Repository files navigation

QueryX

A relational database engine built from scratch in Python — storage, indexes, SQL, a cost-based optimizer, and crash recovery.

Python tests Runtime deps License

QueryX is a miniature but architecturally faithful relational database engine, built from first principles to expose the internals that production databases (PostgreSQL, SQLite) hide behind mature abstractions: page-based storage, B+ tree and hash indexing, SQL parsing, volcano-model execution, cost-based query optimization, and write-ahead logging with crash recovery. The engine uses only the Python standard library — no ORM, no database libraries.

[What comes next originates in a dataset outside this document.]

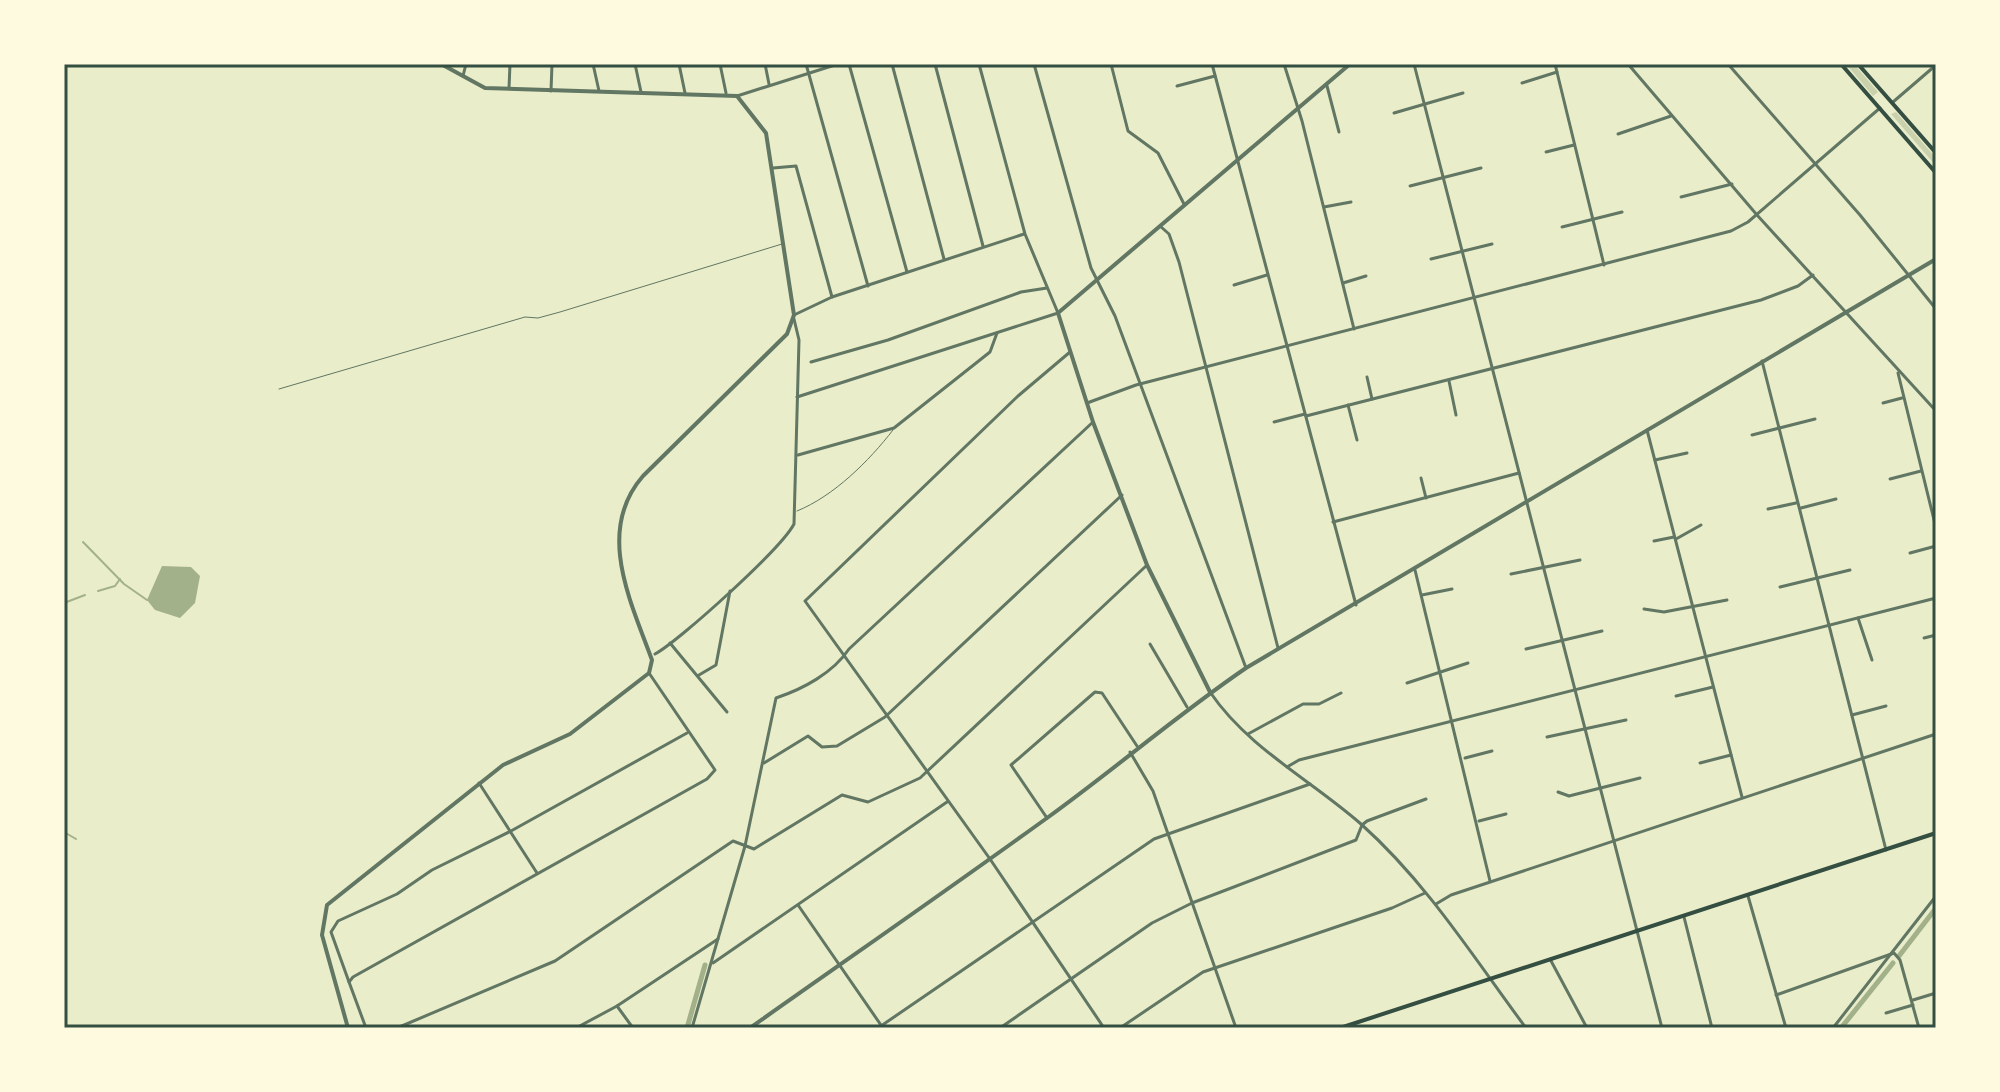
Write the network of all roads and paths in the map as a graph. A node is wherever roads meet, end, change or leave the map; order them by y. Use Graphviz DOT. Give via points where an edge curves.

Status: complete (Phases 1–9), 337 passing tests. A working SQL database with paged storage, B+ tree/hash indexes, a cost-based optimizer with EXPLAIN, WAL crash recovery, a charted benchmark suite, plus GROUP BY/ HAVING, a two-table INNER JOIN, and a workload-driven index advisor.


Architecture

A SQL string falls downward through a stack of layers, getting more concrete at each step; dependencies only ever point down (an upper layer may use a lower one, never the reverse). A write-ahead log guards every write.

flowchart TD
    SQL["SQL text"] --> LEX["sql/ — lexer + recursive-descent parser → AST"]
    LEX --> OPT["planner/ — cost-based optimizer + EXPLAIN"]
    OPT --> EXE["execution/ — volcano operators (open / next / close)"]
    EXE --> IDX["index/ — B+ tree · static hash index"]
    EXE --> STO["storage/ — 4KB pages · LRU buffer pool · heap files"]
    IDX --> STO
    CAT["catalog — tables / columns / indexes"] -. metadata .-> OPT
    WAL["wal/ — write-ahead log + crash recovery"] -. guards every write .-> STO
Loading
Layer Package Responsibility
SQL queryx/sql/ Tokenize and parse SQL text into an AST
Planner queryx/planner/ Cost-based optimization; choose the cheaper plan; EXPLAIN
Execution queryx/execution/ Run the plan via the volcano (iterator) model
Index queryx/index/ B+ tree and hash index: key → row location
Storage queryx/storage/ 4KB pages, pager, LRU write-back buffer pool, heap files
WAL queryx/wal/ Write-ahead log + crash recovery (redo)
Catalog queryx/catalog.py System catalog: tables, columns, indexes
Facade queryx/database.py Wires the pipeline; the public db.execute(...) API

What a query goes through

flowchart LR
    Q["SELECT name FROM users WHERE age > 30"] --> T["tokens"]
    T --> A["AST"]
    A --> P["plan: SeqScan vs IndexScan, chosen by cost"]
    P --> O["operators pull rows: Projection ← Filter ← Scan"]
    O --> R["result rows"]
Loading

Feature matrix

Component Status
Storage — 4KB slotted pages, pager, LRU write-back buffer pool, heap files
Indexes — disk-backed B+ tree (ordered range scans), static hash index
SQL — hand-written lexer + recursive-descent parser → typed AST (BNF)
Execution — volcano operators: scan, filter, project, sort, limit, distinct
Aggregates — COUNT/SUM/AVG/MIN/MAX, scalar and GROUP BY / HAVING; ORDER BY an aggregate (top-N groups)
Joins — two-table INNER JOIN (nested-loop + index-nested-loop)
Optimizer — cost-based SeqScan vs IndexScan, with EXPLAIN
Durability — write-ahead log + redo crash recovery
Adaptive indexing — workload advisor (.recommend / .apply)
Tests 337 passing

Quickstart

Requires Python 3.11+.

pip install -e ".[test]"     # install (stdlib-only engine; pytest for the tests)
python -m queryx mydb        # open an interactive SQL shell on the "mydb" database
pytest                       # run the full test suite (337 tests)

Library API

from queryx.database import Database

db = Database("mydb")  # a directory holding the catalog + table/index files
db.execute("CREATE TABLE users (id INT, name TEXT, age INT)")
db.execute("INSERT INTO users VALUES (1, 'alice', 30), (2, 'bob', 25)")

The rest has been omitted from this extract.